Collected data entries
★ ★ ★
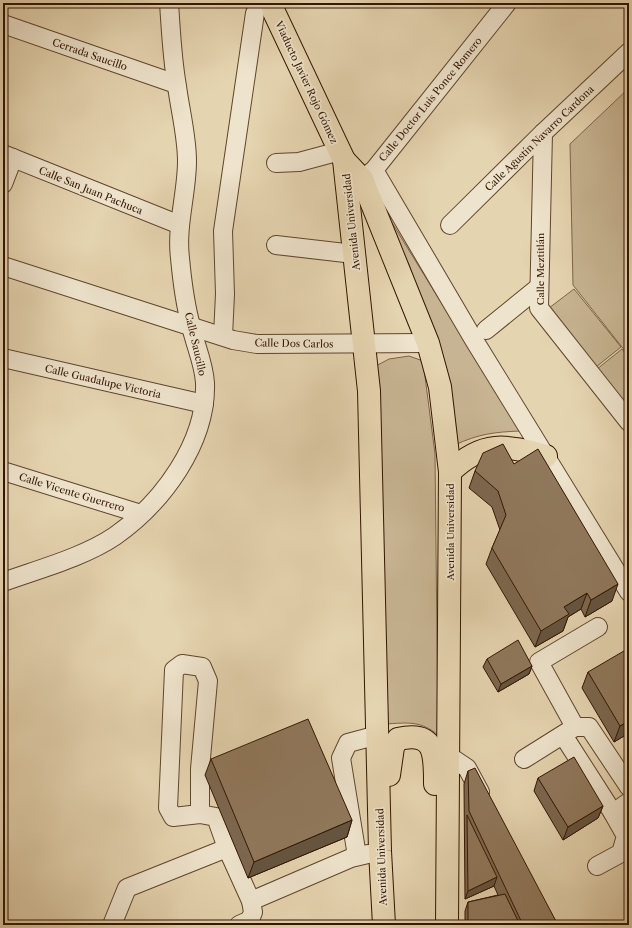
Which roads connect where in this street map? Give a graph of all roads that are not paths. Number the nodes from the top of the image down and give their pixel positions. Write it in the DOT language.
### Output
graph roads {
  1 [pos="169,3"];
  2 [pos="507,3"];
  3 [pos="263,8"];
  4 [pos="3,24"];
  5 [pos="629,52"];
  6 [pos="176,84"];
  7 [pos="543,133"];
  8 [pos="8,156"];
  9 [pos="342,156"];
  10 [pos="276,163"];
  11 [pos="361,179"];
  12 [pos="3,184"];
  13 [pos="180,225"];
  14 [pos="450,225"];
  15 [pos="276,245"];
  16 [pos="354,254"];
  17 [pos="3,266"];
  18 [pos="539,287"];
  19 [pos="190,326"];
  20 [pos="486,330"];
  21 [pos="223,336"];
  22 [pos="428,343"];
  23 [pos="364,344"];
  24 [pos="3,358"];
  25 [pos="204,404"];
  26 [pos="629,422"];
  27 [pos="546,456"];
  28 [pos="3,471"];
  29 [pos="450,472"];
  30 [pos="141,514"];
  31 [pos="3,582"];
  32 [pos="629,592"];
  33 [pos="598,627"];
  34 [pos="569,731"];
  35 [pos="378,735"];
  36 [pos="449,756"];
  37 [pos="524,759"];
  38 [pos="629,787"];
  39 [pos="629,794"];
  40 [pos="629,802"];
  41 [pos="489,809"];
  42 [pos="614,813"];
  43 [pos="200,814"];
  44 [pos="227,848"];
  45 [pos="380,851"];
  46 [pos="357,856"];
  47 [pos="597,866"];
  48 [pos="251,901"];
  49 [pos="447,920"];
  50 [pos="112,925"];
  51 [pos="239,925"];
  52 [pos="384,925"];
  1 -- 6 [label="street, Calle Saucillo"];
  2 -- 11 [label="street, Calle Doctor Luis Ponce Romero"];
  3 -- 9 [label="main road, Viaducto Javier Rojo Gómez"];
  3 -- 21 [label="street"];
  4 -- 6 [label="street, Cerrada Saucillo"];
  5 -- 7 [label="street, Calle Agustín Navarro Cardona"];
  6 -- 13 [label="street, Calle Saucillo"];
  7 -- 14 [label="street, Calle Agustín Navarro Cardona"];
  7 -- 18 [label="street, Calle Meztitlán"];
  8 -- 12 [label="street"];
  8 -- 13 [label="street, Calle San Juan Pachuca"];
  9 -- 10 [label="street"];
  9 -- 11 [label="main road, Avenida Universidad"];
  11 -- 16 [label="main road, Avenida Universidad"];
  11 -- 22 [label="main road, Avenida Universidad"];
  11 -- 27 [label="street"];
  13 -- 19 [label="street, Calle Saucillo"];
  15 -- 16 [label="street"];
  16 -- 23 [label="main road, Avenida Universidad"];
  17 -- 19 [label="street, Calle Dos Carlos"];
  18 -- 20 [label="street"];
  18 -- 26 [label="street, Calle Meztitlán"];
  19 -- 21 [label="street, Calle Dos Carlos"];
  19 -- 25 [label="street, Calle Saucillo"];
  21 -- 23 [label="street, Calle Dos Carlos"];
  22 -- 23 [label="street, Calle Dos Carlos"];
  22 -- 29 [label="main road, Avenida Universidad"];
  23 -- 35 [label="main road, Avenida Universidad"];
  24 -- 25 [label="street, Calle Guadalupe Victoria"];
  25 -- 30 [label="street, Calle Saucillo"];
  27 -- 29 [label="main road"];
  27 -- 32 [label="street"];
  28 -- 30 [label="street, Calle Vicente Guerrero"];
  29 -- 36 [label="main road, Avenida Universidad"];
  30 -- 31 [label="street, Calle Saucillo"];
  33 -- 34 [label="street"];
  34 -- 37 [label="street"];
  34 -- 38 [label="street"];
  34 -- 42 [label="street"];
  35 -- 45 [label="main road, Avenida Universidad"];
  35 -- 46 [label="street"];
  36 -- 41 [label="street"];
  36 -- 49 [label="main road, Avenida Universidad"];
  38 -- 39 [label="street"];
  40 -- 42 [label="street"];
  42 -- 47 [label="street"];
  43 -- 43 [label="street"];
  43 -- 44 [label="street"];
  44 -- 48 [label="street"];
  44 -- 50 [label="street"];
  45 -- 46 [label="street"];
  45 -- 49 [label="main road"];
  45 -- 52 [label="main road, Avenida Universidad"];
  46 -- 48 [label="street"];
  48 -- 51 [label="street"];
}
★ ★ ★
• WHAT IS NEEDED
With the images removed, give back every entry exactly as shown.

• RESPONSE TO THE TASK
Which roads connect where in this street map? Give a graph of all roads that are not paths. Number the nodes from the top of the image down and give their pixel positions. Write it in the DOT language.
### Output
graph roads {
  1 [pos="169,3"];
  2 [pos="507,3"];
  3 [pos="263,8"];
  4 [pos="3,24"];
  5 [pos="629,52"];
  6 [pos="176,84"];
  7 [pos="543,133"];
  8 [pos="8,156"];
  9 [pos="342,156"];
  10 [pos="276,163"];
  11 [pos="361,179"];
  12 [pos="3,184"];
  13 [pos="180,225"];
  14 [pos="450,225"];
  15 [pos="276,245"];
  16 [pos="354,254"];
  17 [pos="3,266"];
  18 [pos="539,287"];
  19 [pos="190,326"];
  20 [pos="486,330"];
  21 [pos="223,336"];
  22 [pos="428,343"];
  23 [pos="364,344"];
  24 [pos="3,358"];
  25 [pos="204,404"];
  26 [pos="629,422"];
  27 [pos="546,456"];
  28 [pos="3,471"];
  29 [pos="450,472"];
  30 [pos="141,514"];
  31 [pos="3,582"];
  32 [pos="629,592"];
  33 [pos="598,627"];
  34 [pos="569,731"];
  35 [pos="378,735"];
  36 [pos="449,756"];
  37 [pos="524,759"];
  38 [pos="629,787"];
  39 [pos="629,794"];
  40 [pos="629,802"];
  41 [pos="489,809"];
  42 [pos="614,813"];
  43 [pos="200,814"];
  44 [pos="227,848"];
  45 [pos="380,851"];
  46 [pos="357,856"];
  47 [pos="597,866"];
  48 [pos="251,901"];
  49 [pos="447,920"];
  50 [pos="112,925"];
  51 [pos="239,925"];
  52 [pos="384,925"];
  1 -- 6 [label="street, Calle Saucillo"];
  2 -- 11 [label="street, Calle Doctor Luis Ponce Romero"];
  3 -- 9 [label="main road, Viaducto Javier Rojo Gómez"];
  3 -- 21 [label="street"];
  4 -- 6 [label="street, Cerrada Saucillo"];
  5 -- 7 [label="street, Calle Agustín Navarro Cardona"];
  6 -- 13 [label="street, Calle Saucillo"];
  7 -- 14 [label="street, Calle Agustín Navarro Cardona"];
  7 -- 18 [label="street, Calle Meztitlán"];
  8 -- 12 [label="street"];
  8 -- 13 [label="street, Calle San Juan Pachuca"];
  9 -- 10 [label="street"];
  9 -- 11 [label="main road, Avenida Universidad"];
  11 -- 16 [label="main road, Avenida Universidad"];
  11 -- 22 [label="main road, Avenida Universidad"];
  11 -- 27 [label="street"];
  13 -- 19 [label="street, Calle Saucillo"];
  15 -- 16 [label="street"];
  16 -- 23 [label="main road, Avenida Universidad"];
  17 -- 19 [label="street, Calle Dos Carlos"];
  18 -- 20 [label="street"];
  18 -- 26 [label="street, Calle Meztitlán"];
  19 -- 21 [label="street, Calle Dos Carlos"];
  19 -- 25 [label="street, Calle Saucillo"];
  21 -- 23 [label="street, Calle Dos Carlos"];
  22 -- 23 [label="street, Calle Dos Carlos"];
  22 -- 29 [label="main road, Avenida Universidad"];
  23 -- 35 [label="main road, Avenida Universidad"];
  24 -- 25 [label="street, Calle Guadalupe Victoria"];
  25 -- 30 [label="street, Calle Saucillo"];
  27 -- 29 [label="main road"];
  27 -- 32 [label="street"];
  28 -- 30 [label="street, Calle Vicente Guerrero"];
  29 -- 36 [label="main road, Avenida Universidad"];
  30 -- 31 [label="street, Calle Saucillo"];
  33 -- 34 [label="street"];
  34 -- 37 [label="street"];
  34 -- 38 [label="street"];
  34 -- 42 [label="street"];
  35 -- 45 [label="main road, Avenida Universidad"];
  35 -- 46 [label="street"];
  36 -- 41 [label="street"];
  36 -- 49 [label="main road, Avenida Universidad"];
  38 -- 39 [label="street"];
  40 -- 42 [label="street"];
  42 -- 47 [label="street"];
  43 -- 43 [label="street"];
  43 -- 44 [label="street"];
  44 -- 48 [label="street"];
  44 -- 50 [label="street"];
  45 -- 46 [label="street"];
  45 -- 49 [label="main road"];
  45 -- 52 [label="main road, Avenida Universidad"];
  46 -- 48 [label="street"];
  48 -- 51 [label="street"];
}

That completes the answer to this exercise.